In the case of our example article, the null hypothesis is that the use of testosterone-replacement therapy is inferior in terms of leading to more cardiac events. The p-value from the study for non-inferiority was < 0.001, which means there was overwhelming evidence against the null hypothesis. This indicates a very strong likelihood that testosterone-replacement therapy has no effect on cardiac events, which is of course good for any patients that have utilized this in the past or may wish to utilize it in the future to treat low testosterone. As the article states itself:
In men with hypogonadism and preexisting or a high risk of cardiovascular disease, testosterone-replacement therapy was noninferior to placebo with respect to the incidence of major adverse cardiac events.

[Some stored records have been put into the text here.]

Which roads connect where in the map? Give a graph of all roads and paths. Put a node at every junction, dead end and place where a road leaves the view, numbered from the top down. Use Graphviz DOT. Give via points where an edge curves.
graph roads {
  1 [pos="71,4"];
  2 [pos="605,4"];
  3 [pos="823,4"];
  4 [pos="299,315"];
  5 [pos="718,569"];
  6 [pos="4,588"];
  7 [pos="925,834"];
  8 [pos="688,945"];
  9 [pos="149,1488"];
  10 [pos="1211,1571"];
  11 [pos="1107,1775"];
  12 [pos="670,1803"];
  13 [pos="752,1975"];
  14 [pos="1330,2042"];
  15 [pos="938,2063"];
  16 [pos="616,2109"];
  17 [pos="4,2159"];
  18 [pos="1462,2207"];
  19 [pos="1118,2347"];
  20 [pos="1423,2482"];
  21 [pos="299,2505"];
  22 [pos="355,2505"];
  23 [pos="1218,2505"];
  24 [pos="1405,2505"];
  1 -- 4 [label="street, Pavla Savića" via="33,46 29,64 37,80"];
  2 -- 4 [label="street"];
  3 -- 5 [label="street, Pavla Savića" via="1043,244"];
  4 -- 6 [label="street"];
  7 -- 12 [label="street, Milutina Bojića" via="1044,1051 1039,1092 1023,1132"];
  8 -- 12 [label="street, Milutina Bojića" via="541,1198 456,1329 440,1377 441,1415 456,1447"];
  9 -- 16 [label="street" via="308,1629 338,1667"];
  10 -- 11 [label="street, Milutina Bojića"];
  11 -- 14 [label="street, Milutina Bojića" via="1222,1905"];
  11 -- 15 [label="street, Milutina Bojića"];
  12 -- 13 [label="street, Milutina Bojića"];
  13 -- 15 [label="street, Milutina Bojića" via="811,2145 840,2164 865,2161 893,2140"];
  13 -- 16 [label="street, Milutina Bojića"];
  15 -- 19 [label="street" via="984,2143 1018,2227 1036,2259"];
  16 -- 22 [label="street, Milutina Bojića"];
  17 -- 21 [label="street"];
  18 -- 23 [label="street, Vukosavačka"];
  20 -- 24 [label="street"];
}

As far as what we covered about reading statistical based studies, here’s a quick recap:
Consider the source of the study, favoring reputable peer-reviewed journals and established health organizations.
Differentiate between interventional studies (which can establish causation) and observational studies (which mainly show correlation).
When reading statistical papers, focus on the study setup (e.g., randomized, double-blind, placebo-controlled) to assess the quality of the research.
Understand the null hypothesis, which serves as the baseline assumption for statistical testing.
Be aware of the central limit theorem and its importance in statistical inference.
Pay attention to p-values, which indicate the statistical significance of the results (typically using a threshold of 0.05).